Many thanks, excellent.

A very long time ago I think I heard something like "parmaklarını şakırdatmak" - is that feasible or is it more like "to flick one's fingers" (i.e. using the thumb and the middle finger)?


----------



## Rallino

I have never heard that expression myself, and I would never use "şakırdatmak" in this context. Perhaps it is regional.


----------



## ancalimon

Could it be "çatırdatmak"?

Because "şak" is known as the "clap" sound.


----------



## Rallino

To be honest, the words such as _çatırdatmak, şakırdatmak, kıtırdatmak ..._ are merely onomatopoeiae, and are used very subjectively. Therefore, I can say that two people can use two different verbs for the same expression, and although the sentence of one may sound bizarre on the ear to the second person, both sentences can actually be correct.

I use _çatırda(t)mak_ when I want to express the cracking sound of something _burning_, or the sound of a twig under my feet when I'm walking in the forest. I wouldn't use this verb for fingers, but I repeat: this is just me. I am not saying that it is wrong.


----------



## ancalimon

Rallino said:


> To be honest, the words such as _çatırdatmak, şakırdatmak, kıtırdatmak ..._ are merely onomatopoeiae, and are used very subjectively. Therefore, I can say that two people can use two different verbs for the same expression, and although the sentence of one may sound bizarre on the ear to the second person, both sentences can actually be correct.
> 
> I use _çatırda(t)mak_ when I want to express the cracking sound of something _burning_, or the sound of a twig under my feet when I'm walking in the forest. I wouldn't use this verb for fingers, but I repeat: this is just me. I am not saying that it is wrong.
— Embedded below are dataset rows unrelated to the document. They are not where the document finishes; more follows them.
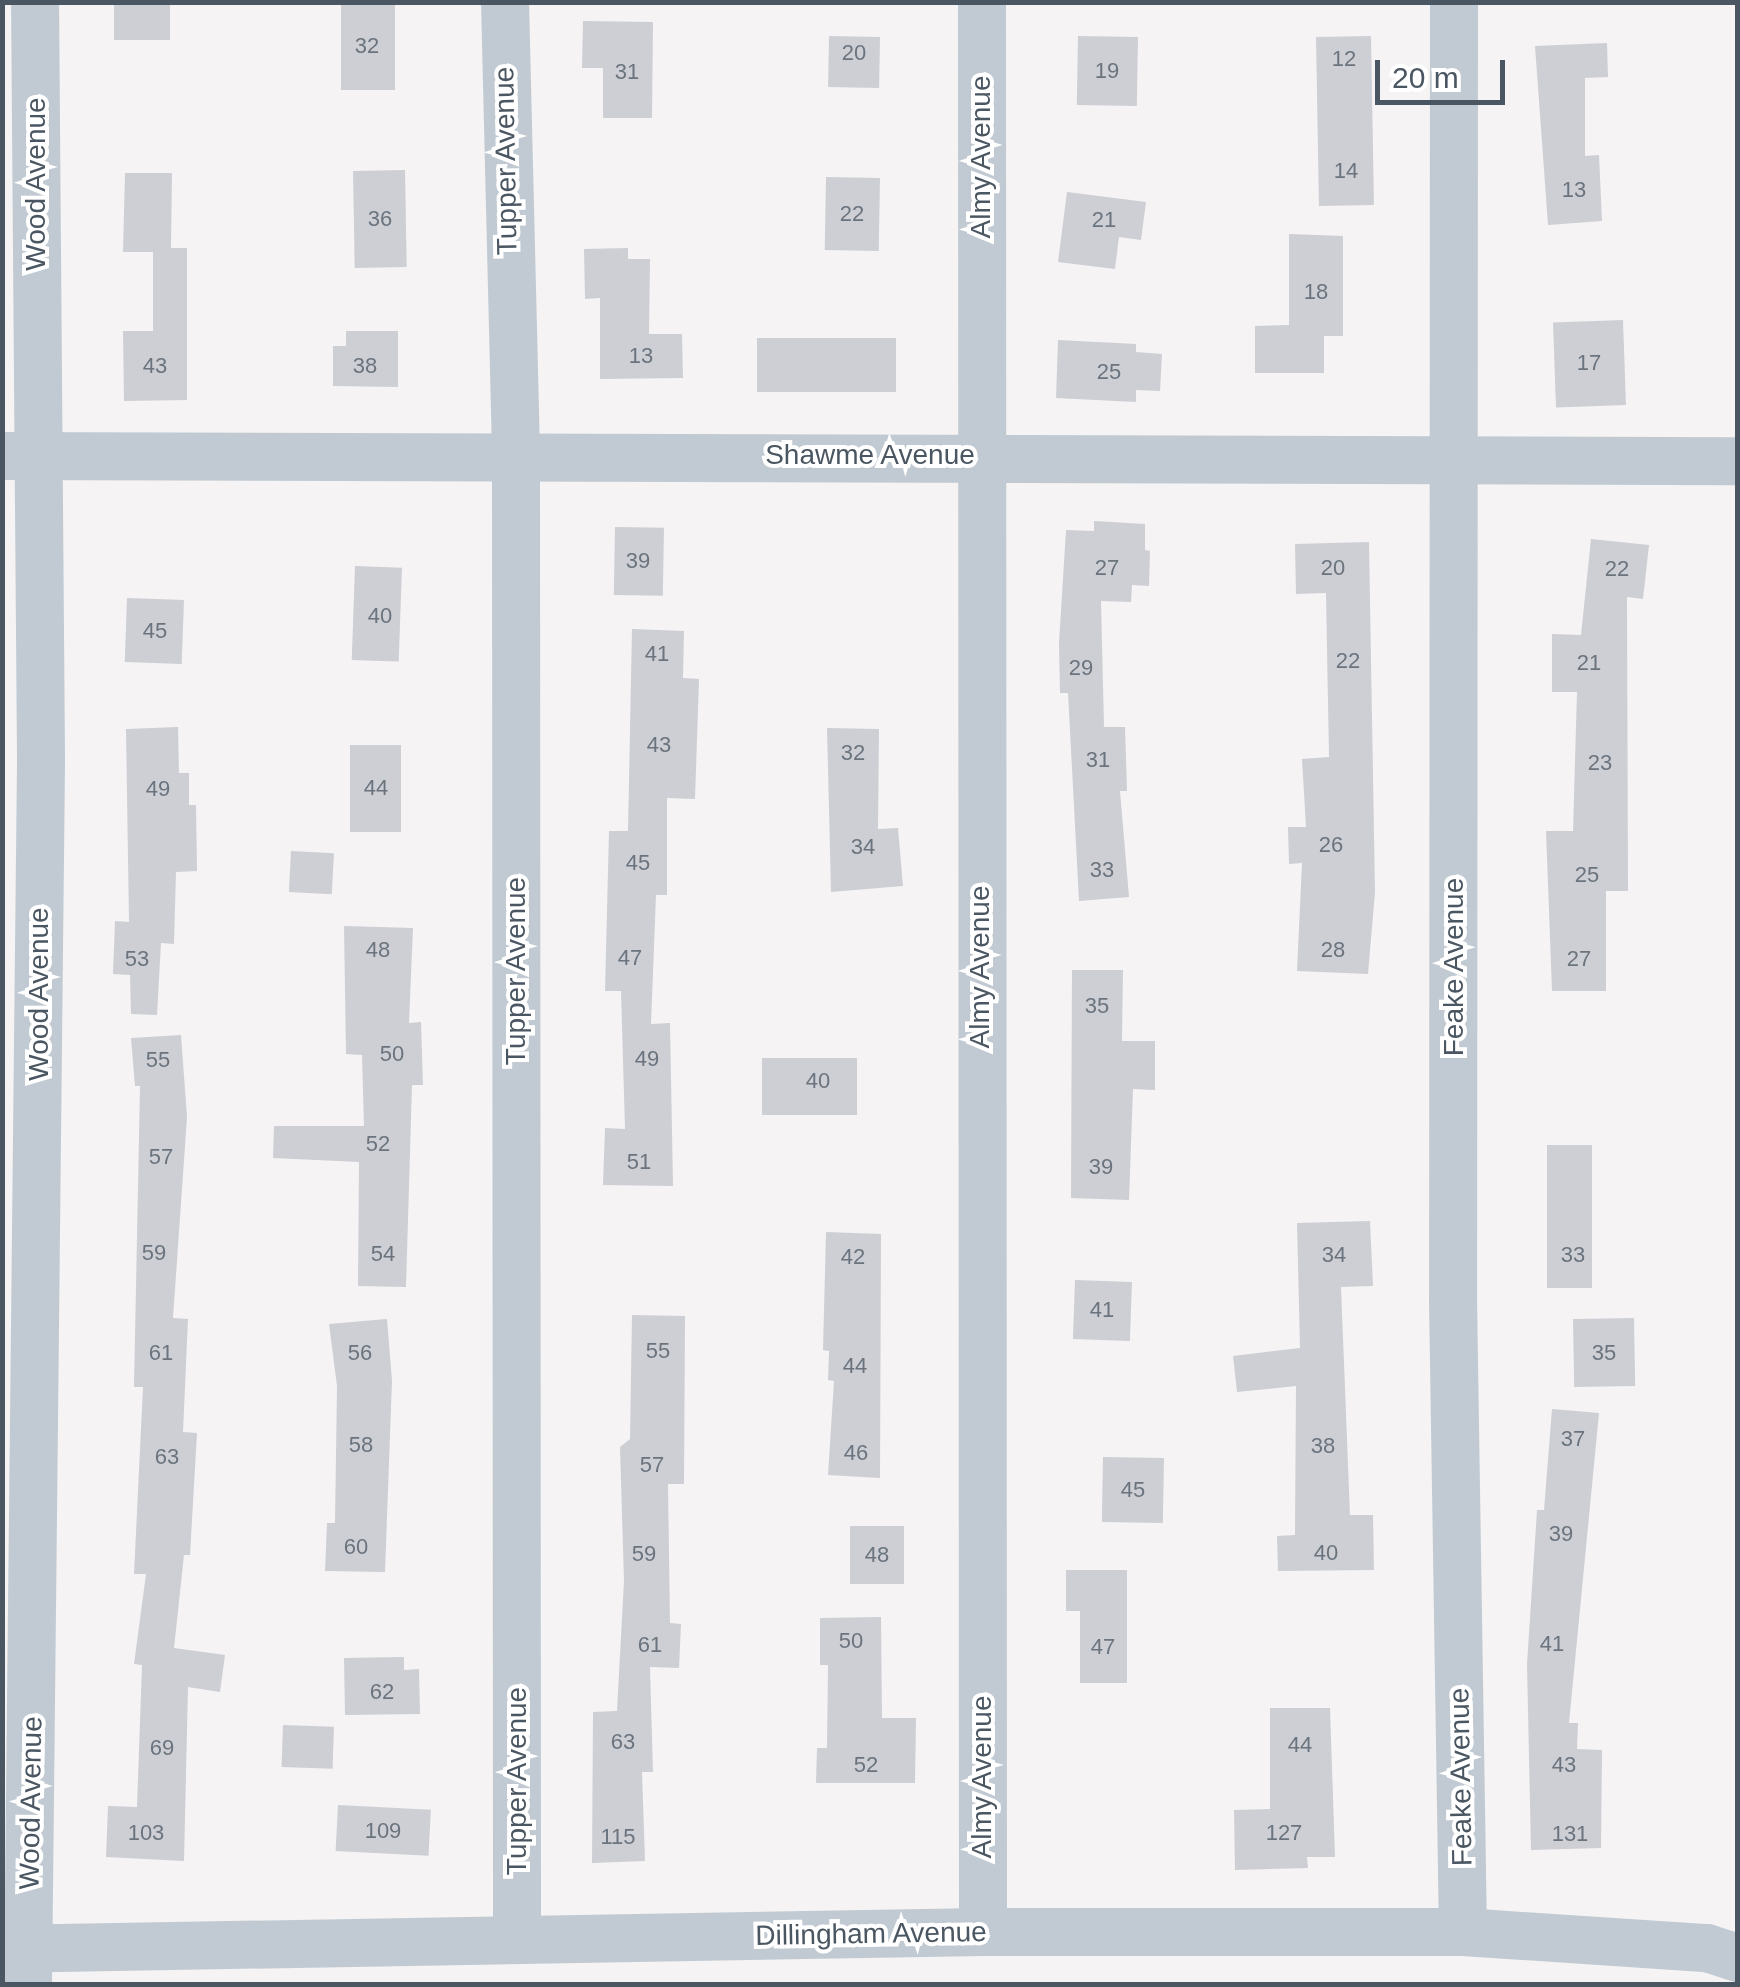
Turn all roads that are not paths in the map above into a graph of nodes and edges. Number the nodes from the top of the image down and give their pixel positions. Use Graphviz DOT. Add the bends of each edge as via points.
graph roads {
  1 [pos="35,2"];
  2 [pos="504,2"];
  3 [pos="982,2"];
  4 [pos="1454,2"];
  5 [pos="980,454"];
  6 [pos="20,456"];
  7 [pos="516,457"];
  8 [pos="1457,458"];
  9 [pos="1738,461"];
  10 [pos="983,1932"];
  11 [pos="1463,1932"];
  12 [pos="517,1940"];
  13 [pos="1738,1958"];
  14 [pos="20,1961"];
  1 -- 6 [label="street, Wood Avenue"];
  2 -- 7 [label="street, Tupper Avenue"];
  3 -- 5 [label="street, Almy Avenue"];
  4 -- 8 [label="street, Feake Avenue"];
  5 -- 7 [label="street, Shawme Avenue"];
  5 -- 8 [label="street, Shawme Avenue"];
  5 -- 10 [label="street, Almy Avenue"];
  6 -- 7 [label="street, Shawme Avenue"];
  6 -- 14 [label="street, Wood Avenue"];
  7 -- 12 [label="street, Tupper Avenue"];
  8 -- 9 [label="street, Shawme Avenue"];
  8 -- 11 [label="street, Feake Avenue" via="1452,1298"];
  10 -- 11 [label="street, Dillingham Avenue"];
  10 -- 12 [label="street, Dillingham Avenue"];
  11 -- 13 [label="street, Dillingham Avenue" via="1707,1948"];
  12 -- 14 [label="street, Dillingham Avenue"];
}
I also wouldn't use "çatırdamak" if I only cracked one finger (I would say çıtlatmak(a more bright sound) or kıtlatmak (a less bright sound). But if many of them cracked at the same time and the sound was bright, I would use "parmaklarım çatırdadı". If the sound is deep and less bright then (parmaklarım kıtırdadı)


----------



## Black4blue

seitt said:


> Many thanks, excellent.
> 
> A very long time ago I think I heard something like "parmaklarını şakırdatmak" - is that feasible or is it more like "*to flick one's fingers*" (i.e. using the thumb and the middle finger)?


 
Seitt means flicking fingers in this reply. I think Rallino and Ancalimon didn't notice.  And yeah, _parmak şakırdatmak/şaklatmak_ means _to flick fingers_.


----------



## Rallino

Black4blue said:


> Seitt means flicking fingers in this reply. I think Rallino and Ancalimon didn't notice.  And yeah, _parmak şakırdatmak/şaklatmak_ means _to flick fingers_.



Ah yes, I hadn't noticed that.  But then again, I wouldn't use those; I would say _ş*ı*klatmak_.


----------



## YaMukPreNseS

çıtırdatmak/ çatırdatmak sounds me about breaking the fingers So "kıtırdatmak" sounds better.


----------



## Black4blue

Rallino said:


> I wouldn't use those; I would say _ş*ı*klatmak_.


 
Yeah I remembered şıklatmak; but after repeating them (şak and şık) few times, both of them sounded like wrong. 
Bilirsiniz işte fazla tekrarlayınca hepsi anlamsız geliyor


----------